MATERIAL FOR THIS TASK »

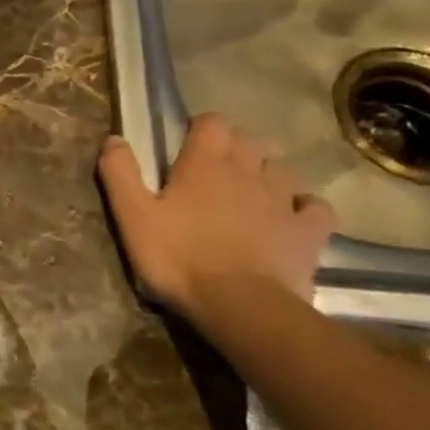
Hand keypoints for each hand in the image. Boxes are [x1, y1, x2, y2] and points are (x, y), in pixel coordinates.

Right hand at [97, 115, 336, 321]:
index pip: (212, 122)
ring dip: (267, 173)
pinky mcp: (308, 232)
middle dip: (234, 147)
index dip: (201, 128)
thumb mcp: (132, 216)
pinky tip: (292, 217)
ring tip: (251, 191)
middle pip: (248, 140)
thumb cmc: (179, 257)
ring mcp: (283, 201)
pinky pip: (316, 207)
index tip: (186, 145)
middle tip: (213, 170)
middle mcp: (247, 172)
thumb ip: (120, 173)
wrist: (240, 306)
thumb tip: (114, 139)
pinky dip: (305, 206)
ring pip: (282, 168)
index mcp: (205, 164)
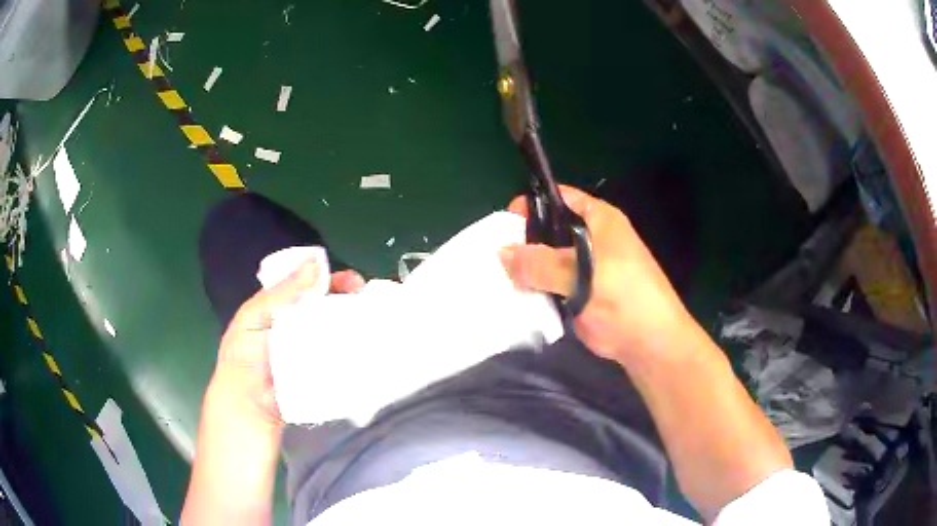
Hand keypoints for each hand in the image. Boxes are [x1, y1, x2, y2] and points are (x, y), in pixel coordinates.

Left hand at [212, 261, 365, 425]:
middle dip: (353, 300)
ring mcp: (317, 350)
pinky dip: (360, 353)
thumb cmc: (244, 358)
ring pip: (343, 331)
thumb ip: (282, 292)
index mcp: (285, 307)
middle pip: (333, 306)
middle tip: (369, 301)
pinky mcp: (327, 373)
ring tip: (378, 324)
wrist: (249, 406)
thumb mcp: (254, 316)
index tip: (353, 282)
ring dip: (361, 326)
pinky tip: (374, 349)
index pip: (313, 286)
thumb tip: (316, 263)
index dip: (333, 280)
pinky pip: (346, 358)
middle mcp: (304, 326)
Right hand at [499, 185, 696, 364]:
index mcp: (598, 220)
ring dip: (525, 269)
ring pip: (546, 261)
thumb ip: (541, 263)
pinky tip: (511, 296)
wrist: (649, 343)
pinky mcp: (576, 294)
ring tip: (496, 278)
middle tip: (494, 257)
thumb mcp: (583, 274)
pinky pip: (548, 285)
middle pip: (548, 230)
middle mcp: (589, 239)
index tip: (503, 222)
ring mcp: (583, 269)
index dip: (532, 203)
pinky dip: (532, 289)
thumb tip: (501, 253)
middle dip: (523, 241)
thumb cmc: (624, 297)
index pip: (560, 198)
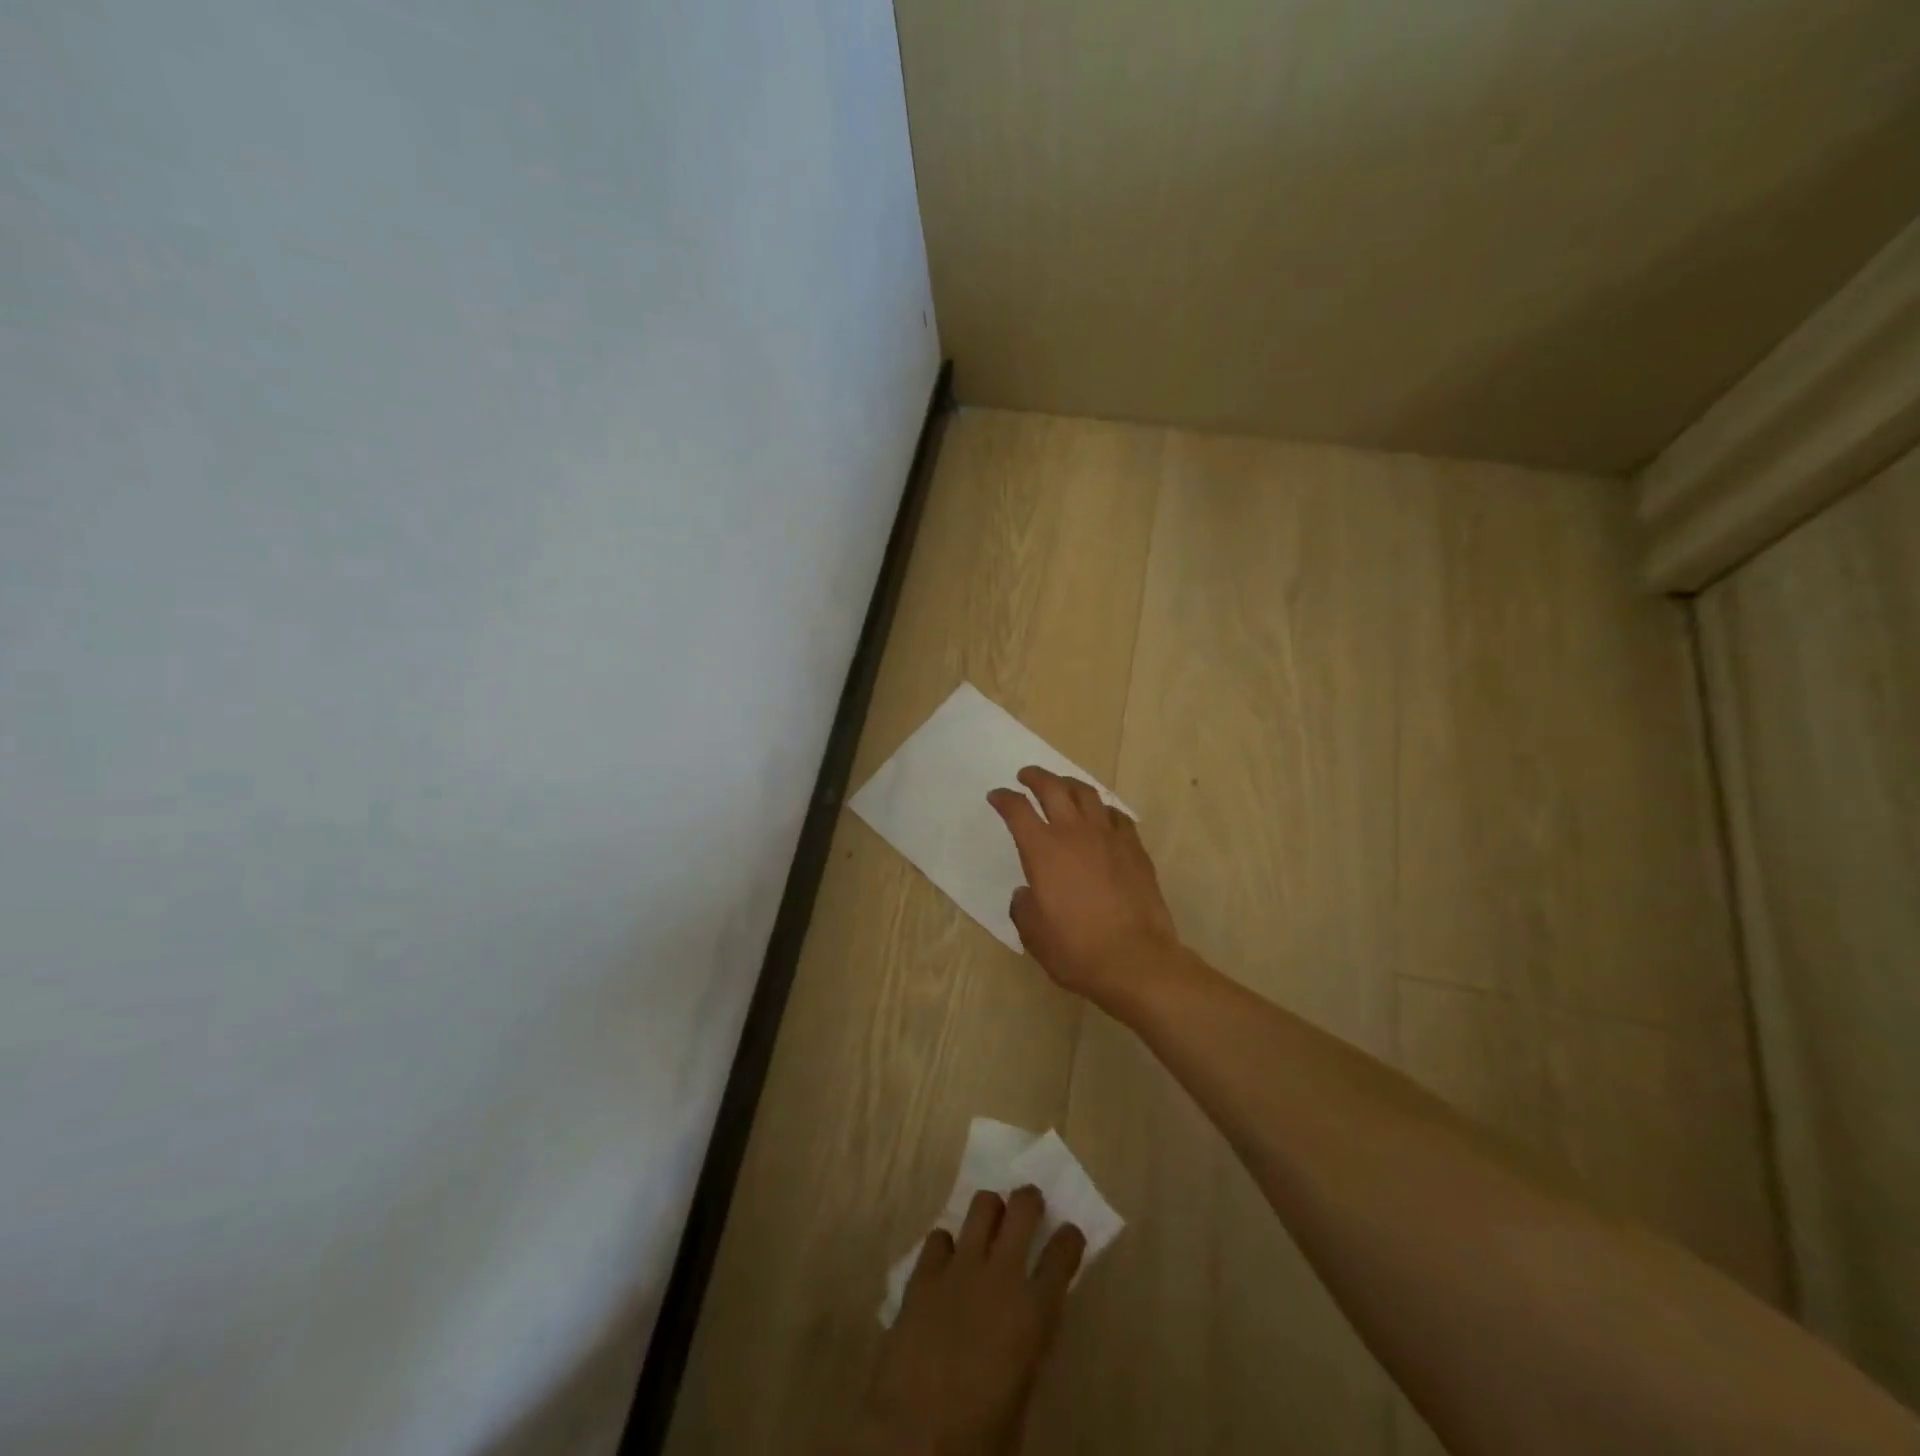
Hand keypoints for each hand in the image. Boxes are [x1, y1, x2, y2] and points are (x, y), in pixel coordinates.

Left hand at [853, 1187, 1085, 1455]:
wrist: (913, 1439)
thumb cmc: (979, 1437)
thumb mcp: (1022, 1395)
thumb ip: (1028, 1346)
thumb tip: (1026, 1325)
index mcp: (1033, 1311)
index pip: (1063, 1254)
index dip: (1070, 1238)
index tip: (1070, 1235)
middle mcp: (1000, 1274)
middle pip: (1022, 1208)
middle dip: (1029, 1200)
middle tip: (1029, 1206)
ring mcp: (958, 1268)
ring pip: (981, 1205)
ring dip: (990, 1210)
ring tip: (990, 1223)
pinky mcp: (923, 1274)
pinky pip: (939, 1237)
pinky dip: (948, 1245)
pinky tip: (947, 1263)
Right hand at [986, 766, 1180, 1010]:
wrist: (1135, 959)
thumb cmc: (1076, 949)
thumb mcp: (1034, 934)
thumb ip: (1024, 907)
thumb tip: (1027, 894)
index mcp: (1042, 850)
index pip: (1017, 810)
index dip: (1004, 799)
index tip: (996, 796)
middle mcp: (1074, 833)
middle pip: (1052, 788)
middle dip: (1035, 777)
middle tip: (1026, 775)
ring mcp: (1108, 837)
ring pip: (1087, 794)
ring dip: (1069, 784)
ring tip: (1062, 785)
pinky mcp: (1134, 848)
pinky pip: (1116, 816)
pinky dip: (1103, 809)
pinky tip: (1101, 816)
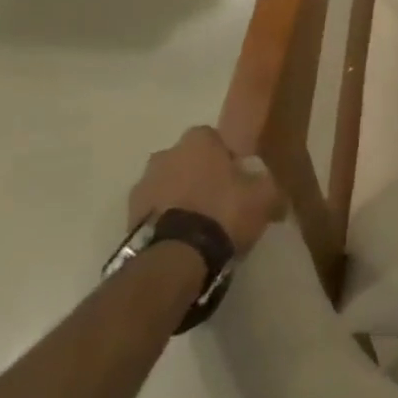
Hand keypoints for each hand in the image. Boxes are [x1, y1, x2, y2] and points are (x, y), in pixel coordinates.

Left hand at [128, 127, 284, 255]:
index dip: (227, 159)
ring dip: (179, 199)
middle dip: (199, 176)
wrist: (174, 259)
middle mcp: (166, 153)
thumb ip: (268, 184)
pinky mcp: (127, 218)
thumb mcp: (264, 196)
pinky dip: (165, 221)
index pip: (215, 139)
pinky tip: (181, 241)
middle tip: (218, 203)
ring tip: (198, 228)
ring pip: (168, 186)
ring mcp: (142, 185)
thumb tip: (270, 187)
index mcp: (198, 139)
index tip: (238, 181)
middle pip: (188, 161)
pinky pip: (154, 213)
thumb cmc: (223, 213)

TASK TO CARRY OUT »
The images in the entries above should be left out; please reproduce exactly the lines from the first through the one containing "middle dip: (353, 300)".

WRITTEN SOLUTION »
Hand keypoints for each hand in the image. Boxes are [x1, y1, x2, y2] and points are (x, y), in pixel coordinates.

Right hand at [97, 115, 336, 321]:
index pip: (212, 122)
ring dip: (267, 173)
pinky mcp: (308, 232)
middle dip: (234, 147)
index dip: (201, 128)
thumb mcp: (132, 216)
pinky tip: (292, 217)
ring tip: (251, 191)
middle pip: (248, 140)
thumb cmc: (179, 257)
ring mcp: (283, 201)
pinky pip: (316, 207)
index tip: (186, 145)
middle tip: (213, 170)
middle mcp: (247, 172)
thumb ip: (120, 173)
wrist: (240, 306)
thumb tip: (114, 139)
pinky dip: (305, 206)
ring pip: (282, 168)
index mcp: (205, 164)
Hand keypoints for each hand in the image. Boxes are [x1, y1, x2, y2] and points are (x, y), in pixel coordinates.

Left hand at [212, 261, 365, 425]:
middle dip: (353, 300)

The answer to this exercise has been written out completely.